Hacker News new | ask | show | jobs
by Retric 2993 days ago
Most US medical research is highly dependent of public funding. Company's are only interested once the risks drop enough and the rewards are very near.

Looking at just research and eliminating patent dogging efforts, Drug companies don't pay for nearly as much research as you might think.

3 comments

I agree that pubic funding is an essential foundation for this industry, but disagree that the risk drops before industry gets a hold of technology. Large clinical studies are crazy expensive for many good and many bad reasons, and many of them will fail giving zero ROI. I agree that much of Pharma, (especially, but not only, some very bad actors) spend more on IP Attys and Commercial efforts than R&D, and that hurts me to watch. Academia doesn't do the research that is required to get drugs to people--who does PK and ADME studies on hundreds of animals? No one excpet industry does the detailed manufacturing process development and critical parameter work required to support approvals, especially in biologics. Yes, many drug companies need to be fixed (and some outright eliminated), but the industry does serve a purpose.
>One study assessed both capitalized and out-of-pocket costs as about US$1.8 billion and $870 million, respectively.

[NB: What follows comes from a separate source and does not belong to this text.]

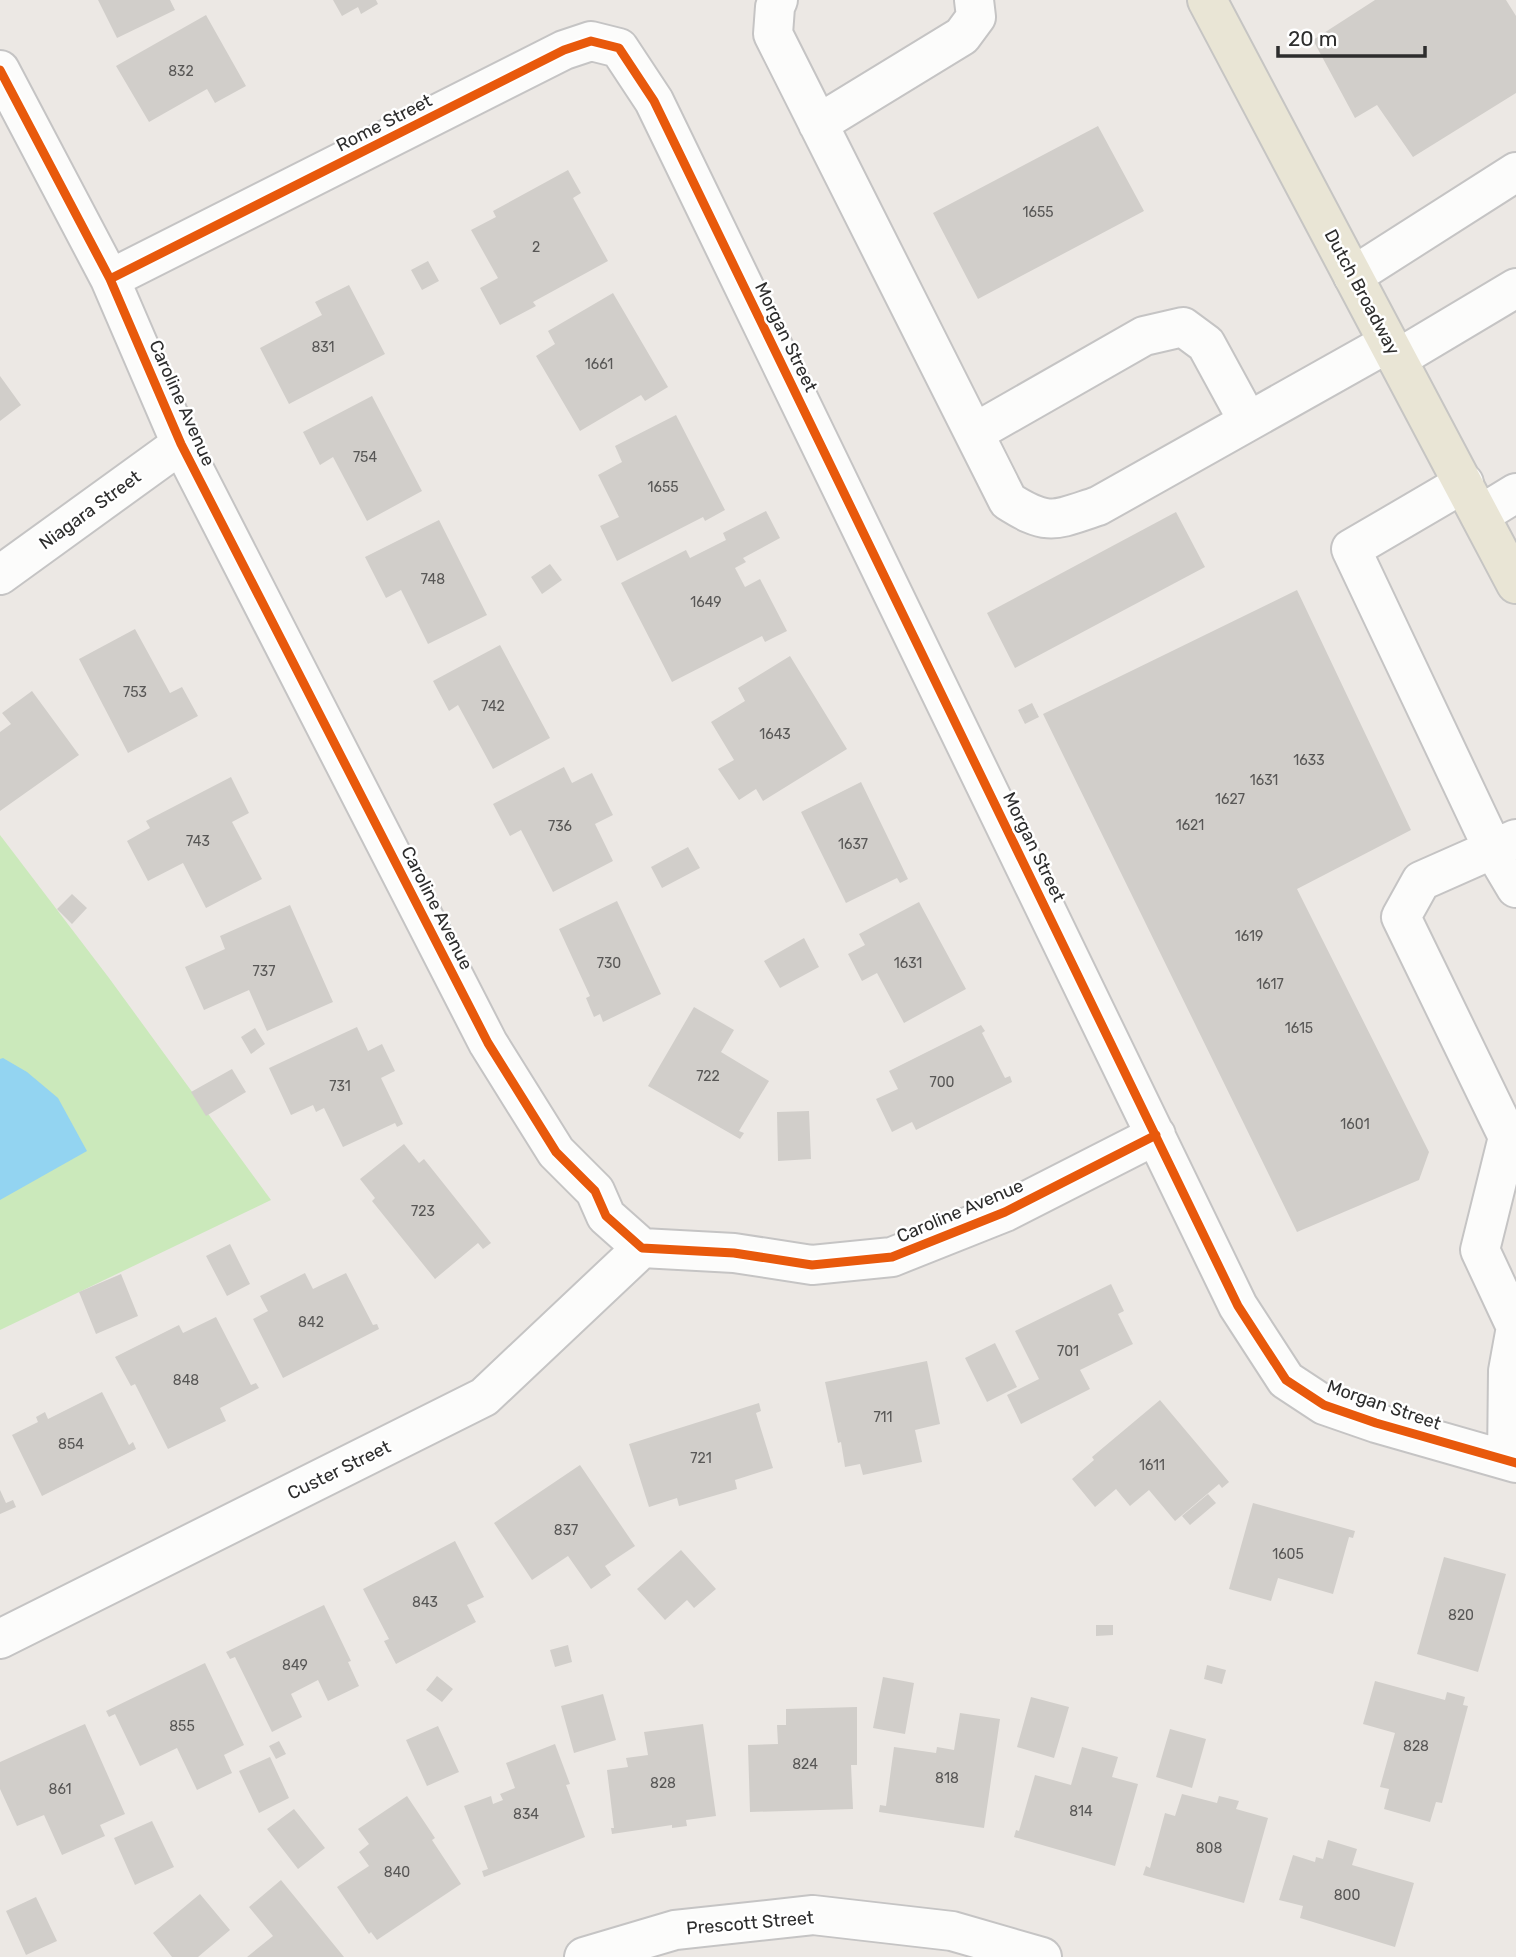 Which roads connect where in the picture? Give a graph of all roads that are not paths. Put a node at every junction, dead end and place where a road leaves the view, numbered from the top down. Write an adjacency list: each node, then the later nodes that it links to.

https://en.wikipedia.org/wiki/Cost_of_drug_development

These numbers certainly aren't risk-free. Even if the company has 10 billion in cash, how many potential research leads can they bring to market? Not many.

Company's are only interested once the risks drop enough and the rewards are very near.

Clearly not true. Less than 5% of molecules that drug companies pick up make it to market. Huge failure rate.

1:20 is relatively good odds. A random molecule is something like 0.000000001%.